I asked the caretaker about him. At the mention of Morti’s name, Rajni turned her head away from the river for the first time and carefully looked at me with her massive brown eyes. I looked at her as words were translated around me. The caretaker was surprised that I knew about Morti, and he looked uncomfortable. He said something in Hindi and the little boys translated for me. “Morti was sent away to a bigger city that needed an elephant,” the children said, wide-eyed. Somehow I didn’t fully believe them. The girl I had spoken to over the summer had mentioned something about how Morti had begun getting violent ever since Rajni showed up because they tried to keep the elephants separated from each other. I had a hard time believing Morti was still participating in holy ceremonies in another city. In Bihar, if something was impractical, they didn’t bother with it, and Morti had become difficult to take care of.

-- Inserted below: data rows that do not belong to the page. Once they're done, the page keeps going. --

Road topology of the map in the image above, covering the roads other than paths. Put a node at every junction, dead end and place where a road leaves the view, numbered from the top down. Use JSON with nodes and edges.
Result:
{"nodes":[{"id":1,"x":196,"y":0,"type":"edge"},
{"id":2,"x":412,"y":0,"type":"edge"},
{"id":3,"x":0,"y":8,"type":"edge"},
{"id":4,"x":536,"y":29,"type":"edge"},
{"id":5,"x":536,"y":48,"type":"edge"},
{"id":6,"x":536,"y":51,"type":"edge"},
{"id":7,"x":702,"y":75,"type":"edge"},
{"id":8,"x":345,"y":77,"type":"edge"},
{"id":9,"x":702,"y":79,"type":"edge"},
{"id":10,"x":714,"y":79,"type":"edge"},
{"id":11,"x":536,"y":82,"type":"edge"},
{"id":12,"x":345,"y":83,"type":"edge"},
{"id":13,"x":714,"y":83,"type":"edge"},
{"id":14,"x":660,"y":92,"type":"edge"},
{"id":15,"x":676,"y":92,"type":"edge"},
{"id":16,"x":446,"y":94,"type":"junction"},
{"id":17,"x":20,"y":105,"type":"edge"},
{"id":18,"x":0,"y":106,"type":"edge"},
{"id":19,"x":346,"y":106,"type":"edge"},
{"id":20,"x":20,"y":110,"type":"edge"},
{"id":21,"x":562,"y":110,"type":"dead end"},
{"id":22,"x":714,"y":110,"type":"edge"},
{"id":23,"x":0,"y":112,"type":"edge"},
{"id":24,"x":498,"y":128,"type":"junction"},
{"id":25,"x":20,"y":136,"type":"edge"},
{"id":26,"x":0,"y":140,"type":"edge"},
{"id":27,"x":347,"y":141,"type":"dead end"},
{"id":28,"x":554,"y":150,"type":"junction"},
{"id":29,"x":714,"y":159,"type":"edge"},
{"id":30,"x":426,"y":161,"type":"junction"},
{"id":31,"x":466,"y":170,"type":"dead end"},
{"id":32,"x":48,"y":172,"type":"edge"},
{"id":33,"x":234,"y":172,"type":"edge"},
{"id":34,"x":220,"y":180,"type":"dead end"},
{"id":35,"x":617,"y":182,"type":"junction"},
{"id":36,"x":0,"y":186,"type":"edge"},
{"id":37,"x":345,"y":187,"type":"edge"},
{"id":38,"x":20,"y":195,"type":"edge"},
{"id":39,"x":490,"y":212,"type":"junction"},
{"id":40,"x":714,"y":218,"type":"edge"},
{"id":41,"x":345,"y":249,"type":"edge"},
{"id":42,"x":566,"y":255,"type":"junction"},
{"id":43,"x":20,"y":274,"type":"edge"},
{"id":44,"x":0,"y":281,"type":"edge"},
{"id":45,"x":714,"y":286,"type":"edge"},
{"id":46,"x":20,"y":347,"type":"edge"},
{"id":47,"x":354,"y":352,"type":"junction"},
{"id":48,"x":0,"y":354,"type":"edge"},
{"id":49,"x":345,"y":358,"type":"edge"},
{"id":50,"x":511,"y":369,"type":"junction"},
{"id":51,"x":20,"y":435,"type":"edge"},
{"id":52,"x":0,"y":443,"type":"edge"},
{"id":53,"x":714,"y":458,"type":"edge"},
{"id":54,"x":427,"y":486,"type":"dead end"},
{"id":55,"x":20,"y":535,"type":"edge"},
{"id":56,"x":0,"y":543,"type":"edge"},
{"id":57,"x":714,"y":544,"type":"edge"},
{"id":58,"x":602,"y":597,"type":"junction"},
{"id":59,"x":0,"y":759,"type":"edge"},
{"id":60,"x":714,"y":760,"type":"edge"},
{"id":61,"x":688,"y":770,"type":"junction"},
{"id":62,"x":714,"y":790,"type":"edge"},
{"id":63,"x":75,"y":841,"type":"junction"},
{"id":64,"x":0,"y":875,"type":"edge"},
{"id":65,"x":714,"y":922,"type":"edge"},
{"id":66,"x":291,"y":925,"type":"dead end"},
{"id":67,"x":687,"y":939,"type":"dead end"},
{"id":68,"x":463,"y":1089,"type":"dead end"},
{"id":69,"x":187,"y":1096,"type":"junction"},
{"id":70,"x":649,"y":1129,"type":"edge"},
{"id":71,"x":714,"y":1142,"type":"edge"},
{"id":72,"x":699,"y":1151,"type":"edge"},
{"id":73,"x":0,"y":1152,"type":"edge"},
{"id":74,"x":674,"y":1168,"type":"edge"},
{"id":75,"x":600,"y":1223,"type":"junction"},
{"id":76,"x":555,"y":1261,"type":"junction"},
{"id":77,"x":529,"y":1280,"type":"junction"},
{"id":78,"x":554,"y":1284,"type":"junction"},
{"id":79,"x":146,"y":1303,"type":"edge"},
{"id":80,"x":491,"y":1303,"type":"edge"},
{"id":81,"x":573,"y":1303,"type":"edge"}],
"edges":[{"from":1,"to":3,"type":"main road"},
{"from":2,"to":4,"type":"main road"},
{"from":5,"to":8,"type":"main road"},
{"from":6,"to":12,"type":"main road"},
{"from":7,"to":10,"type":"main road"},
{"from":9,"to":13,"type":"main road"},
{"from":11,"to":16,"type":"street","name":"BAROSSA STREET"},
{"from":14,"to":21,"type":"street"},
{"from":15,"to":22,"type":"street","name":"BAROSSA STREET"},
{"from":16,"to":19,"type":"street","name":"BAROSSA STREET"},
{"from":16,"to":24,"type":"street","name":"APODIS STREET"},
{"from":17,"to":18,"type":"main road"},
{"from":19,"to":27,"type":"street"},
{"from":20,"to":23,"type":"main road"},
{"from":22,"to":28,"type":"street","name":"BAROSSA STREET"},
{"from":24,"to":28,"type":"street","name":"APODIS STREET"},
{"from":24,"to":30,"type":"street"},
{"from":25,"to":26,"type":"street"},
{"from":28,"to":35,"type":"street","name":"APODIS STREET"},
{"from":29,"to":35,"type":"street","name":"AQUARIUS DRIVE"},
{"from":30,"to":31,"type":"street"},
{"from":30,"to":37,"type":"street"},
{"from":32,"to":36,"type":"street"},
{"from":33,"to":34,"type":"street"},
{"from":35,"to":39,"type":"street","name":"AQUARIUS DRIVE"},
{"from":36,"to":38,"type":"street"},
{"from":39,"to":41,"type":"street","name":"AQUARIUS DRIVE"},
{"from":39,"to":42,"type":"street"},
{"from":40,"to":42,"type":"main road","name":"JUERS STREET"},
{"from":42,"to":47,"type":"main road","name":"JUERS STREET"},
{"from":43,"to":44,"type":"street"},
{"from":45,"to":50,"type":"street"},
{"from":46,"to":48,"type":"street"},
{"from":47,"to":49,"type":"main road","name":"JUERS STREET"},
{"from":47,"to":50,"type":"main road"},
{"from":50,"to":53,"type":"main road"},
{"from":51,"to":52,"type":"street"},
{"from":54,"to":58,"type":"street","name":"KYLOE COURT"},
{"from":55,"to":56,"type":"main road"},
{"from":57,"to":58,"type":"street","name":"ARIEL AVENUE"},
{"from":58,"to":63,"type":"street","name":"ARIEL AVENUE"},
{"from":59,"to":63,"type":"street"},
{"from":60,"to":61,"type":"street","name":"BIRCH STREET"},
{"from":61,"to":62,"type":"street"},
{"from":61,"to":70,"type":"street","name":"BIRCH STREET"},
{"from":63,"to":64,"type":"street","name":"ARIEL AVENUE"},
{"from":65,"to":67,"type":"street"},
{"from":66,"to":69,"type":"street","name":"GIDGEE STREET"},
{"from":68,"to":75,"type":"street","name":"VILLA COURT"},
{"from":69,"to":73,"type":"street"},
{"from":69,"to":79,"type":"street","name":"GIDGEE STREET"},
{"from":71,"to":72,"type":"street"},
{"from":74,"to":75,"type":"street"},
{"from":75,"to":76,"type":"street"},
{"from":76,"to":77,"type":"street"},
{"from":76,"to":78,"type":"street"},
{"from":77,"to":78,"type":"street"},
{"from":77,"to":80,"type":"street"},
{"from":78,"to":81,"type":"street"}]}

I looked at the caretaker, instantly saddened by the realization. “But weren’t they supposed to get married? Weren’t they going to start a family?” I inquired. The caretaker had nothing to say. I looked at Rajni, who was still looking at me with pain in her eyes. “She must miss him a lot,” I whispered.
If an elephant could look surprised, I would say that Rajni did. As soon as the words escaped my lips, she took one lumbering step in my direction and rested her whole trunk against my chest -- an elephant hug. I looked in her eyes and I saw that she knew that I knew she missed him. I wrapped my arms around her nose and squeezed, hugging back. Her skin was abrasive and her nose bristles were prickly, but I loved her so much. She pushed her trunk into my chest very firmly and tried to get as close to me as she could. She was so solid I was afraid of falling back but her force was very controlled. With my arms still around her, I looked up at her face. She looked at me with as much awareness as any human I ever met. It was so obvious that she had a consciousness. Knowing that, her imprisonment and treatment seemed even more barbaric.
The caretaker, surprised, kept repeating to that she must like me a lot. Rajni had never shown such an affinity for a stranger before. He didn’t have to tell me that she loved me because I already knew. She knew so much and she felt so much. She was stuck here, out of control of her own circumstances. She was chained to the ground and not allowed to exercise her legs. She lived her life so long like this that she was no longer angry, but I think she knew that she could have had a better life if she was luckier. She was wiser than people around her believed her to be.
Eventually, Rajni took a step away from me. She left the tip of her trunk extended towards me so that I could hold it in my hands. She continued to look at me and I think she was smiling. I looked back and smiled at her too. I didn’t need to ask the caretaker any more questions to know who she was.
I didn’t want to leave her, but I was about to be late for tea and my class mates would start worrying about me. I took one last look at her, and she gave me one last nudge with her trunk. She looked back up at the river in the same way she had when I first met her. She seemed less embittered now. I felt okay saying goodbye. I went on my way.
I promised myself I would go back to visit her and bring her apples, but I never did. I aspired to be a person who gave her a little bit more happiness than most. That wasn’t the case. I never got around to seeing her again. I don’t think she expected me to do any different. She was used to seeing people she loved come and go. She knew how to survive on her own.